Collected data:
▬▬▬▬▬▬
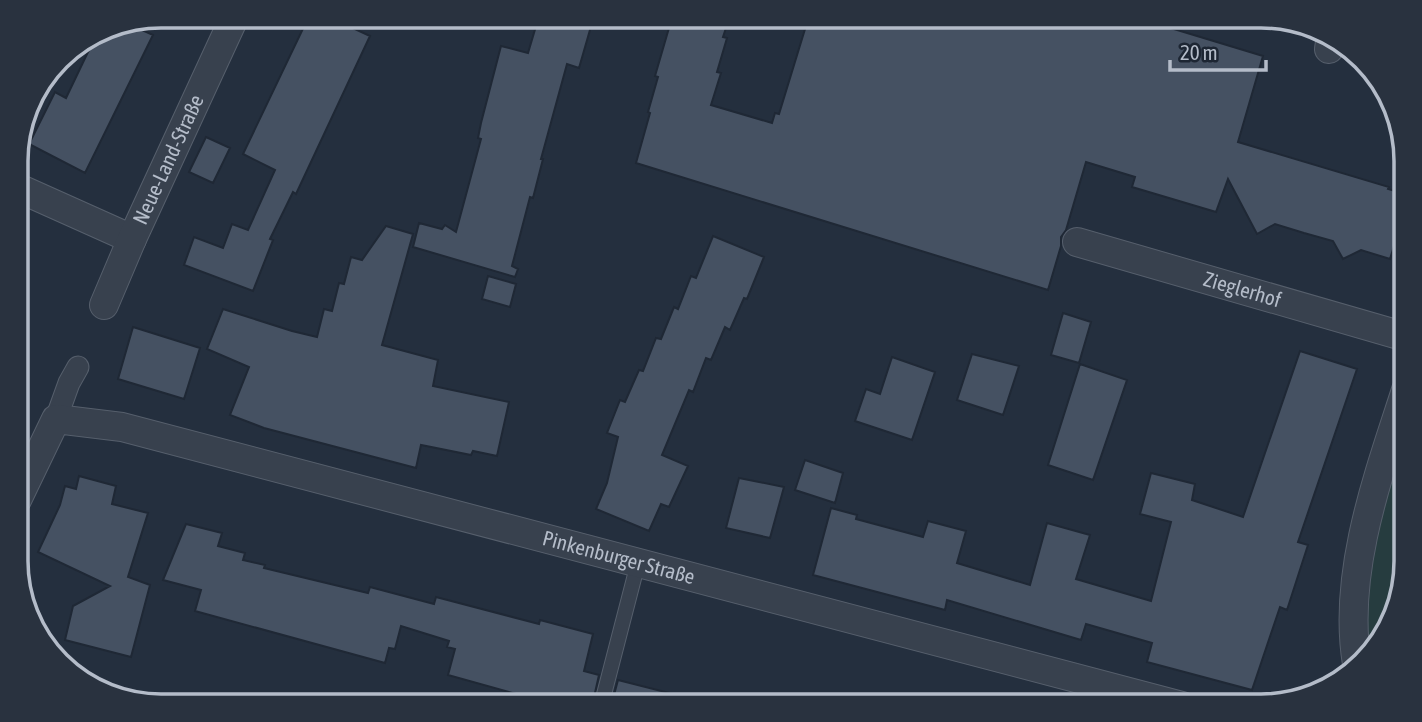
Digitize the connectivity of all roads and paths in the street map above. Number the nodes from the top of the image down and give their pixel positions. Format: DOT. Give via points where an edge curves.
graph roads {
  1 [pos="229,28"];
  2 [pos="28,192"];
  3 [pos="132,239"];
  4 [pos="1077,242"];
  5 [pos="104,305"];
  6 [pos="1394,334"];
  7 [pos="78,367"];
  8 [pos="56,419"];
  9 [pos="1394,428"];
  10 [pos="28,477"];
  11 [pos="638,563"];
  12 [pos="1355,655"];
  13 [pos="604,694"];
  14 [pos="1136,694"];
  1 -- 3 [label="street, Neue-Land-Straße"];
  2 -- 3 [label="street"];
  3 -- 5 [label="street, Neue-Land-Straße"];
  4 -- 6 [label="street, Zieglerhof"];
  7 -- 8 [label="street"];
  8 -- 10 [label="street"];
  8 -- 11 [label="street, Pinkenburger Straße" via="122,428"];
  9 -- 12 [label="street" via="1361,543 1352,635"];
  11 -- 13 [label="lane"];
  11 -- 14 [label="street, Pinkenburger Straße"];
}
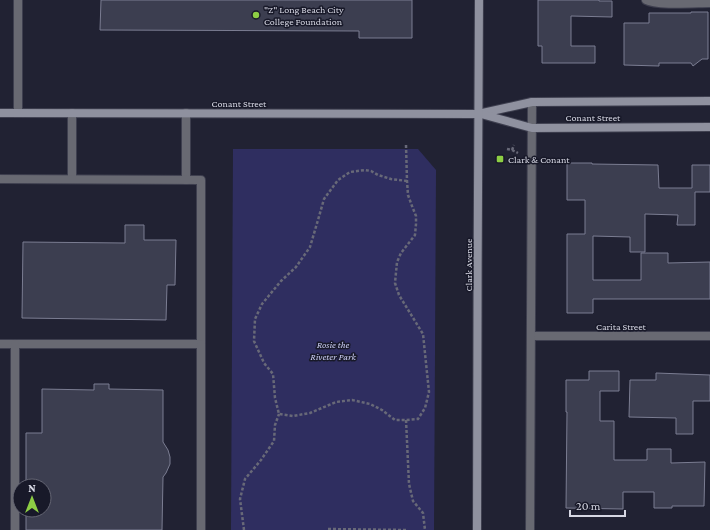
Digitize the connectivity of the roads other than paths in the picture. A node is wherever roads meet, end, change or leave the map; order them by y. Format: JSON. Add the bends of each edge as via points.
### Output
{"nodes":[{"id":1,"x":18,"y":0,"type":"edge"},
{"id":2,"x":479,"y":0,"type":"edge"},
{"id":3,"x":646,"y":0,"type":"edge"},
{"id":4,"x":710,"y":3,"type":"edge"},
{"id":5,"x":710,"y":101,"type":"edge"},
{"id":6,"x":532,"y":102,"type":"junction"},
{"id":7,"x":0,"y":113,"type":"edge"},
{"id":8,"x":18,"y":113,"type":"junction"},
{"id":9,"x":72,"y":113,"type":"junction"},
{"id":10,"x":186,"y":113,"type":"junction"},
{"id":11,"x":478,"y":114,"type":"junction"},
{"id":12,"x":710,"y":127,"type":"edge"},
{"id":13,"x":532,"y":128,"type":"junction"},
{"id":14,"x":0,"y":179,"type":"edge"},
{"id":15,"x":72,"y":179,"type":"junction"},
{"id":16,"x":186,"y":180,"type":"junction"},
{"id":17,"x":531,"y":336,"type":"junction"},
{"id":18,"x":710,"y":336,"type":"edge"},
{"id":19,"x":0,"y":344,"type":"edge"},
{"id":20,"x":15,"y":344,"type":"junction"},
{"id":21,"x":201,"y":344,"type":"junction"},
{"id":22,"x":15,"y":530,"type":"edge"},
{"id":23,"x":201,"y":530,"type":"edge"},
{"id":24,"x":477,"y":530,"type":"edge"},
{"id":25,"x":530,"y":530,"type":"edge"}],
"edges":[{"from":1,"to":8,"type":"street"},
{"from":2,"to":11,"type":"street","name":"Clark Avenue"},
{"from":3,"to":4,"type":"street","via":[[658,3]]},
{"from":5,"to":6,"type":"street","name":"Conant Street"},
{"from":6,"to":11,"type":"street","name":"Conant Street"},
{"from":6,"to":13,"type":"street"},
{"from":7,"to":8,"type":"street","name":"Conant Street"},
{"from":8,"to":9,"type":"street","name":"Conant Street"},
{"from":9,"to":10,"type":"street","name":"Conant Street"},
{"from":9,"to":15,"type":"street"},
{"from":10,"to":11,"type":"street","name":"Conant Street"},
{"from":10,"to":16,"type":"street"},
{"from":11,"to":13,"type":"street","name":"Conant Street"},
{"from":11,"to":24,"type":"street","name":"Clark Avenue"},
{"from":12,"to":13,"type":"street","name":"Conant Street"},
{"from":13,"to":17,"type":"street"},
{"from":14,"to":15,"type":"street"},
{"from":15,"to":16,"type":"street"},
{"from":16,"to":21,"type":"street","via":[[201,180]]},
{"from":17,"to":18,"type":"street","name":"Carita Street"},
{"from":17,"to":25,"type":"street"},
{"from":19,"to":20,"type":"street"},
{"from":20,"to":21,"type":"street"},
{"from":20,"to":22,"type":"street"},
{"from":21,"to":23,"type":"street"}]}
▬▬▬▬▬▬
Every line of the records containing the word "Land" must appear in the answer.

  1 -- 3 [label="street, Neue-Land-Straße"];
  3 -- 5 [label="street, Neue-Land-Straße"];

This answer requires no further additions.